Adopt a war grave

Today I received word that I have adopted Keith and also Alan, Horace, Frederick, Leslie and William.

The adoption certificate also states what this adoption entails and what I have to do for it. I promise to keep their memory alive by documenting and telling their life stories.

I vow to understand that peace, freedom and security cannot be taken for granted. That great sacrifices have been made for this in the past, but also in the present. That is why I want to honor the memory of the war victims.

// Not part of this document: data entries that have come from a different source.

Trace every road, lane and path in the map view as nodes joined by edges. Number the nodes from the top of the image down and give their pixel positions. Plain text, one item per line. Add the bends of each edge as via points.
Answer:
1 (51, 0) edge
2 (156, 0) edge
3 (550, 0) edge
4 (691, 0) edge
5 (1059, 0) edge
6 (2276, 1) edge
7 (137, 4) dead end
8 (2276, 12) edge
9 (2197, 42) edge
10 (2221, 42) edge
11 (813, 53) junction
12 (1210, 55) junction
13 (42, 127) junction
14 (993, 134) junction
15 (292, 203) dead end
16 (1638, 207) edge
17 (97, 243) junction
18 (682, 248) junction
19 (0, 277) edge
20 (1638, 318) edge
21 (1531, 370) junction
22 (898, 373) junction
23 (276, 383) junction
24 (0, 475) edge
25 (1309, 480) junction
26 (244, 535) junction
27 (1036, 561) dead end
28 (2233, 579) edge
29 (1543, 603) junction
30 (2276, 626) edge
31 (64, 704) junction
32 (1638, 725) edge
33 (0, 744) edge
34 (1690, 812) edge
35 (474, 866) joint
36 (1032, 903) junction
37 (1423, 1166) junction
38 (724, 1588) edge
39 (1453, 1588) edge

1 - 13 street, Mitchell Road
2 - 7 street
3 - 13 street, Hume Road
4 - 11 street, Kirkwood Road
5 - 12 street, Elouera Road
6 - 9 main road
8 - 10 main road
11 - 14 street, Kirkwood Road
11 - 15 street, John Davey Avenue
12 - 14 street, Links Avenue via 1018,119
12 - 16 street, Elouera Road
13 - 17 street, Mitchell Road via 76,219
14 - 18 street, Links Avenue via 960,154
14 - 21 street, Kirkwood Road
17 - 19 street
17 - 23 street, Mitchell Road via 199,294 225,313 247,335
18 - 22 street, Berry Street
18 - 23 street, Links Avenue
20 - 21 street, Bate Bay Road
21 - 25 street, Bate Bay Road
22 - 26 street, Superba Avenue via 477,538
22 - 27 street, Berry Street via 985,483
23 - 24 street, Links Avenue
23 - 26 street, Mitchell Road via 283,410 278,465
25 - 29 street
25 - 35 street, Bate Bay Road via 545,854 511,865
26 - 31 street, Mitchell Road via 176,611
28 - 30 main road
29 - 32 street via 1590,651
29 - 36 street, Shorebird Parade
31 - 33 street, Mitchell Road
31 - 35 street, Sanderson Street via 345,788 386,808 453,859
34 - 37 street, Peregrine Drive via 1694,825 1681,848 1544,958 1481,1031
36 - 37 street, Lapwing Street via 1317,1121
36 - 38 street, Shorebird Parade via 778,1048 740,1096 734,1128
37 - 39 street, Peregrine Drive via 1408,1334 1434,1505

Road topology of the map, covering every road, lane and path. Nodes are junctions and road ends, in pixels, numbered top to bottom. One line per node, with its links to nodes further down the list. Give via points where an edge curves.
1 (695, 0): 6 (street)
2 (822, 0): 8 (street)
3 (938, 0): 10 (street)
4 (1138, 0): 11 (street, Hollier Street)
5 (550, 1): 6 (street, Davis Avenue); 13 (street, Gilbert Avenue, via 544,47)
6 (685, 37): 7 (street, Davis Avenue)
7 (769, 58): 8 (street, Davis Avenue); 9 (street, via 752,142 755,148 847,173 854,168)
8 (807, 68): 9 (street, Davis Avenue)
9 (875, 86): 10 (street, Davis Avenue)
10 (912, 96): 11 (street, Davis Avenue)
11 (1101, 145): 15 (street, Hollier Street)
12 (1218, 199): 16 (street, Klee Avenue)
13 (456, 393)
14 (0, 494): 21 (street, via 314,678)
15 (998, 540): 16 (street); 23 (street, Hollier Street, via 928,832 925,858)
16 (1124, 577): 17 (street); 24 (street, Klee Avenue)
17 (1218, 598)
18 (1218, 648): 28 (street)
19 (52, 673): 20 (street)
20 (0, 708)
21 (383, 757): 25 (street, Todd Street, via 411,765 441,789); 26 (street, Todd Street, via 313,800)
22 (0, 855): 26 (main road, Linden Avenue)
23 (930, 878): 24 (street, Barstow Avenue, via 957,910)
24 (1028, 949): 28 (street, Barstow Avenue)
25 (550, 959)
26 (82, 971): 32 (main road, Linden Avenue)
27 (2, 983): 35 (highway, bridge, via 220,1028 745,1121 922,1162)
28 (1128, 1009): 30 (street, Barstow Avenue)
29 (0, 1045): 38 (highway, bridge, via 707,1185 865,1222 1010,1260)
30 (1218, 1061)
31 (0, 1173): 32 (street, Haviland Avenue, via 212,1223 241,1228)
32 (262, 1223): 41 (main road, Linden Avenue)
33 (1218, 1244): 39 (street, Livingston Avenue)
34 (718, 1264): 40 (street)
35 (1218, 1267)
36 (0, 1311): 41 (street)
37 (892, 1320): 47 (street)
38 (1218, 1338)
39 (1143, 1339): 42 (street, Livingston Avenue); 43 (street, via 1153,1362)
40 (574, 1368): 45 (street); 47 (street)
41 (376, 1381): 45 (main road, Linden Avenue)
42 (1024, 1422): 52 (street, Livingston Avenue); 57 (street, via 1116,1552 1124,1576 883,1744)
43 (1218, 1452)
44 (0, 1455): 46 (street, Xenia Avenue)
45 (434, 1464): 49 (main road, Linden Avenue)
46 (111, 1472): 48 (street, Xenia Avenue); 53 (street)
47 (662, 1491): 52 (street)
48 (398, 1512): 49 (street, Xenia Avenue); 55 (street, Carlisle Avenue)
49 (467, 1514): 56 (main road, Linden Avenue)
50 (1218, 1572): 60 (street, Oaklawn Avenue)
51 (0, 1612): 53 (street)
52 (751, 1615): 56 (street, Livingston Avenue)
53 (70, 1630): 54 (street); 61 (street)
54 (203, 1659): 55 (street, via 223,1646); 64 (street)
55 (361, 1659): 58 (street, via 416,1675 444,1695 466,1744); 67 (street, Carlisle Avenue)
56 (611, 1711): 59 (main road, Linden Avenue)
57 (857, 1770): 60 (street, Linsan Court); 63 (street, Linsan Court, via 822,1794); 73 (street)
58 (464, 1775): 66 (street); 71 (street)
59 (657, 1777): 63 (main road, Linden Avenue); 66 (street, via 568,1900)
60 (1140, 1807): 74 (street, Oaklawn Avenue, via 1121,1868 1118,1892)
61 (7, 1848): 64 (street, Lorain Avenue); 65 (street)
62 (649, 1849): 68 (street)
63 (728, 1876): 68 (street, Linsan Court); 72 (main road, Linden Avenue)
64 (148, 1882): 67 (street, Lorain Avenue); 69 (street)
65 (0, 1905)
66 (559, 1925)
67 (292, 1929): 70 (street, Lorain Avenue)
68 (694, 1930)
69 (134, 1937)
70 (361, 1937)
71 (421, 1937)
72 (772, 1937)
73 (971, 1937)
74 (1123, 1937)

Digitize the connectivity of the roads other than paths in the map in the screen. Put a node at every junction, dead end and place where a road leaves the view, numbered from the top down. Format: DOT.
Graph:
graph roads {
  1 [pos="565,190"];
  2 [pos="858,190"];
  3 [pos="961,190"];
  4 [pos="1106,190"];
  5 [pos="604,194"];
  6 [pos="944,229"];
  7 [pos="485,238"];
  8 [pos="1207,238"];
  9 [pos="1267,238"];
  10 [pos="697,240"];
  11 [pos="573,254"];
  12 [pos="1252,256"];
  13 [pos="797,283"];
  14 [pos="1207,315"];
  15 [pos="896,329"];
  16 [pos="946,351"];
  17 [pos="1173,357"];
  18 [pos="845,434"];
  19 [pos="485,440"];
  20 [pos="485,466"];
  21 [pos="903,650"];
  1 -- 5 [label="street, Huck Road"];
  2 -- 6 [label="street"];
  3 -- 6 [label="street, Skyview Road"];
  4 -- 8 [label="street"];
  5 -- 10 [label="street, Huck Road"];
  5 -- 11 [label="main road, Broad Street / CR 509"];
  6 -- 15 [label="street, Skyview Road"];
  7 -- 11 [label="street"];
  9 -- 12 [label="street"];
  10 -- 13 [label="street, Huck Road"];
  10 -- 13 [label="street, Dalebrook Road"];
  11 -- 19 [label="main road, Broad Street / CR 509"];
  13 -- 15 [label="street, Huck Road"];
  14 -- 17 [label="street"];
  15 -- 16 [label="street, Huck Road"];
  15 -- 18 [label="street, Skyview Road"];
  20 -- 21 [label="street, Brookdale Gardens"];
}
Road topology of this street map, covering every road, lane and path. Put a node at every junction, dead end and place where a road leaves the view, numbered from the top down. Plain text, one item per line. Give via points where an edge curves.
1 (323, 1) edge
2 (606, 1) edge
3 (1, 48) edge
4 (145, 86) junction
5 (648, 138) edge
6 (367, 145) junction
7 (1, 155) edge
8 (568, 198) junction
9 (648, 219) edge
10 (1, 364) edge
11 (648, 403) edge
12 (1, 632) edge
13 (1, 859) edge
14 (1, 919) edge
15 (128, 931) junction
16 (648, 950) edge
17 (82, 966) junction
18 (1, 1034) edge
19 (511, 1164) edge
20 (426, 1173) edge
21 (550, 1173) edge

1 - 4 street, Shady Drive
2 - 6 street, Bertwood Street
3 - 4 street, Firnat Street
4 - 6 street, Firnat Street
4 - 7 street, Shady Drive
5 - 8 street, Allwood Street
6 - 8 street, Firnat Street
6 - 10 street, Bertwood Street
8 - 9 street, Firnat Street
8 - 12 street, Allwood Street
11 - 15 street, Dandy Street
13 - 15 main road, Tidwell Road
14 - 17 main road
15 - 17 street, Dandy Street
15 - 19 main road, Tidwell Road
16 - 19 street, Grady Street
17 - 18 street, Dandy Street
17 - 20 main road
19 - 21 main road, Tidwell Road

I met Keith, Alan, Horace, Frederik, Leslie and William during an evening walk with my wife, Karin, near our new home in Beverwijk. We passed the municipal cemetery Duinrust and the entrance gate was open so we decided to take a look.

And there they are buried. Each under an identical memorial stone in a Commonwealth war grave.

Our interest in war graves and commemorating the fallen is a bit above average because Karin’s son Timo also rests in a war grave. On the military plot in Loenen. Timo was killed in action in Afghanistan in 2007, aged 20. The grief for him is still palpable.

But who cares about Keith, Alan, Horace, Frederick, Leslie and William who died in 1943?

At the graves is a plaque with the following text:

On the night of 11-12 June 1943, a major attack by Allied bombers took place on a number of German cities, including Dortmund, Düsseldorf and Munster. No fewer than 783 aircraft took part in this raid, 38 of which were lost that night.

The Lancaster W47 91 PH-W, of the 12th squadron, was shot down on its return journey to England. About three o’clock in the morning this aircraft came down burning and slammed into the ground near Paasduin in Wijk aan Zee, killing all seven crew members. The seven killed were buried at Duinrust. The bodies were so mutilated that only that of Sergeant Pilot Berry could be identified.

Because the burned bodies have never been identified, it is uncertain whether the tombstones placed afterwards are in the right place, except for Berry’s. It was only after the liberation that the other names were established. The later placed tombstones show the emblem of the weapon under which they served, followed by army number, rank, name, function, date of death and age of the person involved and possibly a cross, and finally in many cases a short text in English.

Sergeant aviator Weston Robert Berry, 29, was from Dungong, New South Wales, Australia. On his stone is the text: “He died that we might live.”

Sergeant William Edward Cunliffe, navigator, age 28, had volunteered as a soldier. He was married and lived at Hyte in Kent. His stone reads: “The fruit of valor, gathered in the harvest of eternal peace”

Sergeant Keith Benedict Davidson, gunner.

Sergeant Alan Arthur Gill, bomb aimer, 20 years old and thus the youngest member of the crew. He was also a war volunteer from Sherburg in Elment, a smaller town in Yorkshire. The inscription on his stone reads: “Thoughts today – memories always of a dear son and brother”.

Sergeant Frederick Norman Pink, Flight Engineer, 26 years. Volunteered to fight against the Nazis. He was from Peckham, a borough of London. Here are the words: “Until now, some sleep – some slumber, some fold hands to sleep”.

Sergeant Horace Shepherd, pilot, age 29. This volunteer was unmarried and lived in Rhyl in Flints-hire. On his stone one reads: “Without goodbye he fell asleep – only memories remain”.

Sergeant Leslie Stephenson, radio operator.

Behind the gravestone of Sergeant Stephenson is the Canadian Howard Cedric Treherne, flying officer of the Royal Canadian Air Force buried. His body was found on the beach in Wijk aan Zee near pole 52.3 on 14 August 1943, and was buried at Duinrust on 16 August.

The Lancaster van Treherne, who was navigator, crashed into the sea near Den Helder on 29 June 1943, killing all seven crew members.

The pilot of this Lancaster is buried at the War Cemetery in Bergen op Zoom, two others in Castricum and three other crew members are still missing. Treherne came from the Canadian port of Truro in Nova Scotia. He was married, and was 22 years old.

This is what it says on the plaque.

They were in their twenties with their whole lives ahead of them. If they had survived World War II, they would now have been very elderly men. Or probably they would not have lived anymore because they had died from which a person can die prematurely, illness or an accident. But that’s not the point. Then they were twenty-somethings with the illusions of twenty-somethings. They were called upon and they went and hoped for the best. To this we owe our peace, freedom and security.

Karin and I have already placed a flower on each of those six graves. Now let’s get started with those life stories. If there is anyone who thinks he or she can help me with that, I’m highly recommended.